With this model you can get information about TX and RX power levels from each lane on each pluggable on the platform.
- Client Optics Laser Bias Current: Cisco-IOS-XR-controller-optics-oper:optics-oper/optics-ports/optics-port/optics-info.
With this model you can get information about average laser bias current from each lane on each pluggable on the platform.
- Client Optics RX utilization: Cisco-IOS-XR-pmengine-oper:performance-management/ethernet/ethernet-ports/ethernet-port/ethernet-current/ethernet-second30/second30-ethers/second30-ether
This sensor-path gives you highly granular information about RX load on each client port.
- Pre-FEC and Post-FEC information about NCS1002 line ports: Cisco-IOS-XR-pmengine-oper:performance-management/otu/otu-ports/otu-port/otu-current/otu-second30/otu-second30fecs/otu-second30fec
As it can be seen, you can get almost real time information about Pre-FEC BER on each line port.
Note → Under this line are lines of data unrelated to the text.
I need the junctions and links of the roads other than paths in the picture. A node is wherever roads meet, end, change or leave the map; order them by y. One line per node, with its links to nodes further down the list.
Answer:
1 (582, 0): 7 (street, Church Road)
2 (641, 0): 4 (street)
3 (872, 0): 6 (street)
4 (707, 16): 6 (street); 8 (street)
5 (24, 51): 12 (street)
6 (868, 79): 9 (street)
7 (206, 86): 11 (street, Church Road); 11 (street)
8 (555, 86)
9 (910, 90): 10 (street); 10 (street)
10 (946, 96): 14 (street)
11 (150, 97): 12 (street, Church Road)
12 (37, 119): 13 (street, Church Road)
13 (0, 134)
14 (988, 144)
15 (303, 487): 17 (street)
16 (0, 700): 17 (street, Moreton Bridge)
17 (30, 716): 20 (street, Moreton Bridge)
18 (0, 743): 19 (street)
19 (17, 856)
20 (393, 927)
Data is taken from each 30 seconds interval (the shortest one on NCS1002). Post-FEC BER is expected to be zero on each port (and this can be seen on the graph).
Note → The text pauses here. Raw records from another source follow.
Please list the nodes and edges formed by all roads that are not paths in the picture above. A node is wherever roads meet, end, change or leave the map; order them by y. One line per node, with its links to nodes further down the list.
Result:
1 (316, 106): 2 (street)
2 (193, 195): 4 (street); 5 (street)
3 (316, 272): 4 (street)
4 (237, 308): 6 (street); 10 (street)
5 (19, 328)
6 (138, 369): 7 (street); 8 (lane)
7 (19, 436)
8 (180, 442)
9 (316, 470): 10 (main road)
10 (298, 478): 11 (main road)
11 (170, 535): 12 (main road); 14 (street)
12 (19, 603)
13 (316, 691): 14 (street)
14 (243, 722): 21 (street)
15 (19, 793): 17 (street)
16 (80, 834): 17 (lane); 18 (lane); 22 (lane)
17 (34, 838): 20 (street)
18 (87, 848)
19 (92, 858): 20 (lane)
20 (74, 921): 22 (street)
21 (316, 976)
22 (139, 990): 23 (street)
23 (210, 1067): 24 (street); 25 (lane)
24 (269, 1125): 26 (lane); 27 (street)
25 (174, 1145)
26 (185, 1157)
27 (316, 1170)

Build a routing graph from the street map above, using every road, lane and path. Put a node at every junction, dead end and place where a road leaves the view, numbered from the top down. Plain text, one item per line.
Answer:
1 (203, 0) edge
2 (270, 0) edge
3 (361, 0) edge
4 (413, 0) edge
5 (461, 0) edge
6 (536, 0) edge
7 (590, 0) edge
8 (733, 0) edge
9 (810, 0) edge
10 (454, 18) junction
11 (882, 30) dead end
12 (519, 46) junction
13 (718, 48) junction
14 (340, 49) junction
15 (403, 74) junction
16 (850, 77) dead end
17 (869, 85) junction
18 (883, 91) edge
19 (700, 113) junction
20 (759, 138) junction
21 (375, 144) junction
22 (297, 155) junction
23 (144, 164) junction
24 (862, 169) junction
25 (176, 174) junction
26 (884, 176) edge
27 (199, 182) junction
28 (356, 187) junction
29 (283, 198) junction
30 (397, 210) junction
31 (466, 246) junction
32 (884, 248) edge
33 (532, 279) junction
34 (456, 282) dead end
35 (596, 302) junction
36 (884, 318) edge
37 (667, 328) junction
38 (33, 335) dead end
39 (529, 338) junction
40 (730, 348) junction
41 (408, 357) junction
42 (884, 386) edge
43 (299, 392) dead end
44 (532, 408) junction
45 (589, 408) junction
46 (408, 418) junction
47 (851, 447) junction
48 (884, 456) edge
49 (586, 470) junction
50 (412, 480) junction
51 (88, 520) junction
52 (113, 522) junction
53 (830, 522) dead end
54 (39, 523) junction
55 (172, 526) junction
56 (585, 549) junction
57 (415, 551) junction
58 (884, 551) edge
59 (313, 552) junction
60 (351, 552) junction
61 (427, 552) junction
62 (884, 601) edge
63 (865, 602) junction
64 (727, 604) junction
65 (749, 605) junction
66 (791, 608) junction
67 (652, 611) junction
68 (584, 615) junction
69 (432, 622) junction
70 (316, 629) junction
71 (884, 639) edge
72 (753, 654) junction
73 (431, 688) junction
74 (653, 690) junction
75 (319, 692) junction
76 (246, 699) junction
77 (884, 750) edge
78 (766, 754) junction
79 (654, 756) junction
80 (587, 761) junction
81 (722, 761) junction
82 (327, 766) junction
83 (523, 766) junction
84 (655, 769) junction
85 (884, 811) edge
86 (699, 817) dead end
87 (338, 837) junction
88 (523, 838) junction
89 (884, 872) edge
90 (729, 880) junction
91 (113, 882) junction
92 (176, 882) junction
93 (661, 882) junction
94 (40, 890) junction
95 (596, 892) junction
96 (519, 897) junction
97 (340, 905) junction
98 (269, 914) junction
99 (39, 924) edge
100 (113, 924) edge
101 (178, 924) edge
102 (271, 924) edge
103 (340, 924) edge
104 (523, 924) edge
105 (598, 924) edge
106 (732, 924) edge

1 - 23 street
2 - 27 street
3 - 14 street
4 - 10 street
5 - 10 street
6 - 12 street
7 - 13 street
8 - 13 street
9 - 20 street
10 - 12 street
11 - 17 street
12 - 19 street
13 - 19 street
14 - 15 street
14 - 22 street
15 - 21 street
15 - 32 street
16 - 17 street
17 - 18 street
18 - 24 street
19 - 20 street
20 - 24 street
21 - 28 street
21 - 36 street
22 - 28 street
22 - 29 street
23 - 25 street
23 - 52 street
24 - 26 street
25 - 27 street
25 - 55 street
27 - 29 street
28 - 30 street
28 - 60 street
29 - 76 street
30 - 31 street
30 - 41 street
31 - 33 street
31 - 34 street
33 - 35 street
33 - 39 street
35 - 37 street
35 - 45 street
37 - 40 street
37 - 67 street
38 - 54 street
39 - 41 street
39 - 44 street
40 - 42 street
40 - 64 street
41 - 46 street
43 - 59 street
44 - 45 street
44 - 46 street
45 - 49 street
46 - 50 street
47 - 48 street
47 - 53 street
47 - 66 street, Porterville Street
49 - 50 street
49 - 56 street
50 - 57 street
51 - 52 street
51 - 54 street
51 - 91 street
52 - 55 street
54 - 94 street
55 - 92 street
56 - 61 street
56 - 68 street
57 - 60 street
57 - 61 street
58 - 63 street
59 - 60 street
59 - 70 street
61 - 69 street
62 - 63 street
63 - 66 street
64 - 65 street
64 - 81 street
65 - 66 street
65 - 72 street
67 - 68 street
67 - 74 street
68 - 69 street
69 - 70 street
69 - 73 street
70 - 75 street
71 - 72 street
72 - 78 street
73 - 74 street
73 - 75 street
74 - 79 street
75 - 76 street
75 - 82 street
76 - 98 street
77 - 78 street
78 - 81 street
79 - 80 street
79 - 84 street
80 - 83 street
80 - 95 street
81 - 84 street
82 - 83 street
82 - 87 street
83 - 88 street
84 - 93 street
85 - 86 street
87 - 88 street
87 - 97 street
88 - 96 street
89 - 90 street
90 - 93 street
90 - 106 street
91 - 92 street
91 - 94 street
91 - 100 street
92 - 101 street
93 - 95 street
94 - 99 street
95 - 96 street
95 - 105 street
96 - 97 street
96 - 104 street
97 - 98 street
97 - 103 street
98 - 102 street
- Bit errors corrected and uncorrected words: Cisco-IOS-XR-pmengine-oper:performance-management/otu/otu-ports/otu-port/otu-current/otu-second30/otu-second30fecs/otu-second30fec
You can also look at FEC from error bits corrected value and uncorrected words, to have more granular information on how FEC BER is calculated. As with Post-FEC, expectation is that UC-Words number is equal to zero.
- OTN errors on near-end and on far-end: Cisco-IOS-XR-pmengine-oper:performance-management/otu/otu-ports/otu-port/otu-current/otu-second30/otu-second30otns/otu-second30otn
This model gives information about different OTN parameters for each line port:
- ES-NE/ES-FE (Error Seconds in the near end / far end)
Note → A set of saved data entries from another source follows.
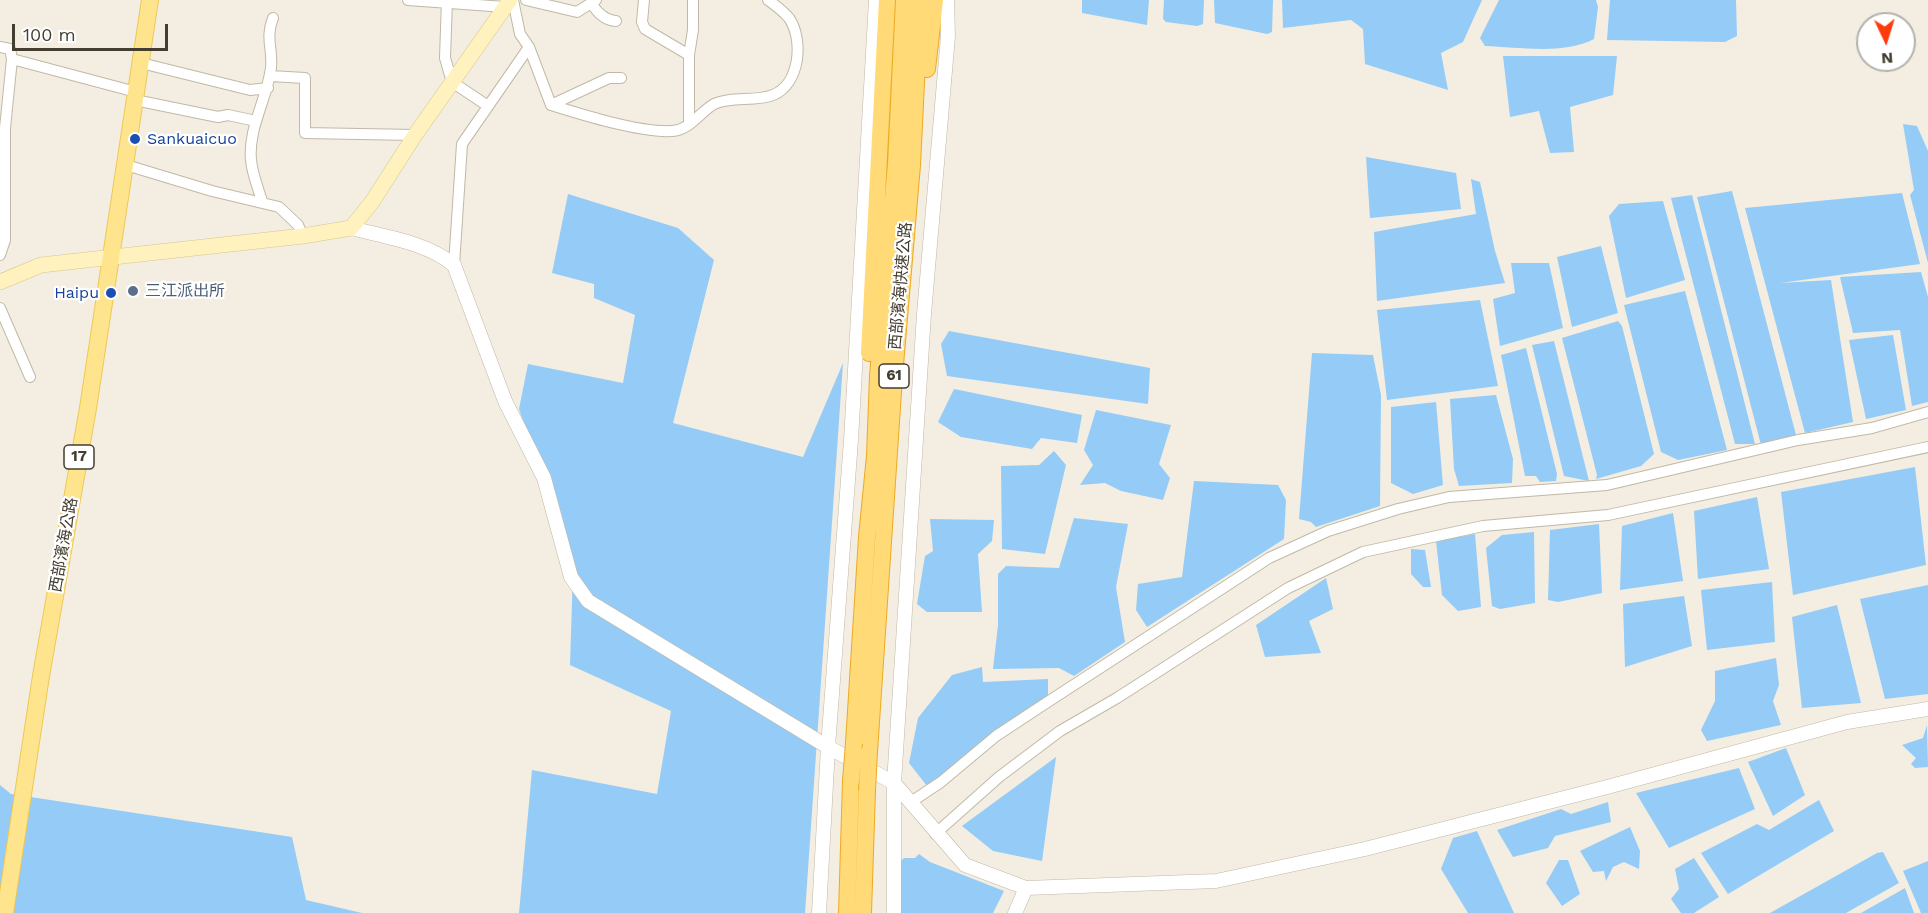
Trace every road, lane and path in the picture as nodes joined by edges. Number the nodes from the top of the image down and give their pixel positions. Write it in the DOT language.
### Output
graph roads {
  1 [pos="150,0"];
  2 [pos="408,0"];
  3 [pos="447,0"];
  4 [pos="526,0"];
  5 [pos="644,0"];
  6 [pos="693,0"];
  7 [pos="768,0"];
  8 [pos="876,0"];
  9 [pos="887,0"];
  10 [pos="904,0"];
  11 [pos="920,0"];
  12 [pos="936,0"];
  13 [pos="947,0"];
  14 [pos="593,1"];
  15 [pos="509,2"];
  16 [pos="273,18"];
  17 [pos="616,21"];
  18 [pos="0,46"];
  19 [pos="529,46"];
  20 [pos="688,55"];
  21 [pos="12,59"];
  22 [pos="141,63"];
  23 [pos="270,76"];
  24 [pos="621,78"];
  25 [pos="452,82"];
  26 [pos="268,88"];
  27 [pos="136,96"];
  28 [pos="552,105"];
  29 [pos="488,106"];
  30 [pos="256,121"];
  31 [pos="689,124"];
  32 [pos="415,135"];
  33 [pos="126,165"];
  34 [pos="262,201"];
  35 [pos="351,228"];
  36 [pos="303,236"];
  37 [pos="0,255"];
  38 [pos="111,258"];
  39 [pos="454,266"];
  40 [pos="0,282"];
  41 [pos="0,308"];
  42 [pos="30,377"];
  43 [pos="1928,412"];
  44 [pos="1928,447"];
  45 [pos="875,538"];
  46 [pos="1928,710"];
  47 [pos="828,747"];
  48 [pos="894,783"];
  49 [pos="912,804"];
  50 [pos="932,830"];
  51 [pos="1026,888"];
  52 [pos="855,909"];
  53 [pos="5,913"];
  54 [pos="819,913"];
  55 [pos="894,913"];
  56 [pos="1015,913"];
  1 -- 22 [label="main road, 西部濱海公路 / 17"];
  2 -- 3 [label="street"];
  3 -- 15 [label="street"];
  3 -- 25 [label="street"];
  4 -- 14 [label="street"];
  5 -- 20 [label="street"];
  6 -- 20 [label="street"];
  7 -- 31 [label="street"];
  8 -- 47 [label="street"];
  9 -- 45 [label="highway"];
  10 -- 45 [label="highway, 西部濱海快速公路 / 61"];
  11 -- 45 [label="highway, 西部濱海快速公路 / 61"];
  12 -- 45 [label="highway"];
  13 -- 48 [label="street"];
  14 -- 17 [label="street"];
  15 -- 19 [label="street"];
  15 -- 25 [label="main road"];
  16 -- 23 [label="street"];
  18 -- 21 [label="street"];
  19 -- 28 [label="street"];
  19 -- 29 [label="street"];
  20 -- 31 [label="street"];
  21 -- 27 [label="street"];
  21 -- 37 [label="street"];
  22 -- 26 [label="street"];
  22 -- 27 [label="main road, 西部濱海公路 / 17"];
  23 -- 26 [label="street"];
  23 -- 32 [label="street"];
  24 -- 28 [label="street"];
  25 -- 29 [label="street"];
  25 -- 32 [label="main road"];
  26 -- 30 [label="street"];
  27 -- 30 [label="street"];
  27 -- 33 [label="main road, 西部濱海公路 / 17"];
  28 -- 31 [label="street"];
  29 -- 39 [label="street"];
  30 -- 34 [label="street"];
  32 -- 35 [label="main road"];
  33 -- 34 [label="street"];
  33 -- 38 [label="main road, 西部濱海公路 / 17"];
  34 -- 36 [label="street"];
  35 -- 36 [label="main road"];
  35 -- 39 [label="street"];
  36 -- 38 [label="main road"];
  38 -- 40 [label="main road"];
  38 -- 53 [label="main road, 西部濱海公路 / 17"];
  39 -- 47 [label="street"];
  41 -- 42 [label="street"];
  43 -- 49 [label="street"];
  44 -- 50 [label="street"];
  45 -- 52 [label="highway, 西部濱海快速公路 / 61, bridge"];
  45 -- 52 [label="highway, 西部濱海快速公路 / 61, bridge"];
  46 -- 51 [label="street"];
  47 -- 48 [label="street"];
  47 -- 54 [label="street"];
  48 -- 49 [label="street"];
  48 -- 55 [label="street"];
  49 -- 50 [label="street"];
  50 -- 51 [label="street"];
  51 -- 56 [label="street"];
}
- ESR-NE/ESR-FE (Error Seconds Ratio on the near end / far end)
- SES-NE/SES-FE (Severely error seconds in the near end / far end)
- SESR-NE/SESR-FE (Severely error seconds ratio in the near end / far end)
- BBE-NE/ BBE-FE (Background block errors in the near end / far end)
BBER-NE/ BBER-FE (Background block errors in the near end / far end) Other parameters, such as UAS (Unavailable seconds) and FC (Failure counts) can also be found there.
- OPT and OPR for line ports: Cisco-IOS-XR-pmengine-oper:performance-management/optics/optics-ports/optics-port/optics-current/optics-second30/optics-second30-optics/optics-second30-optic
You can get almost real time information about OPT/OPR levels for each line port with this model. Information is taken from each 30 seconds interval.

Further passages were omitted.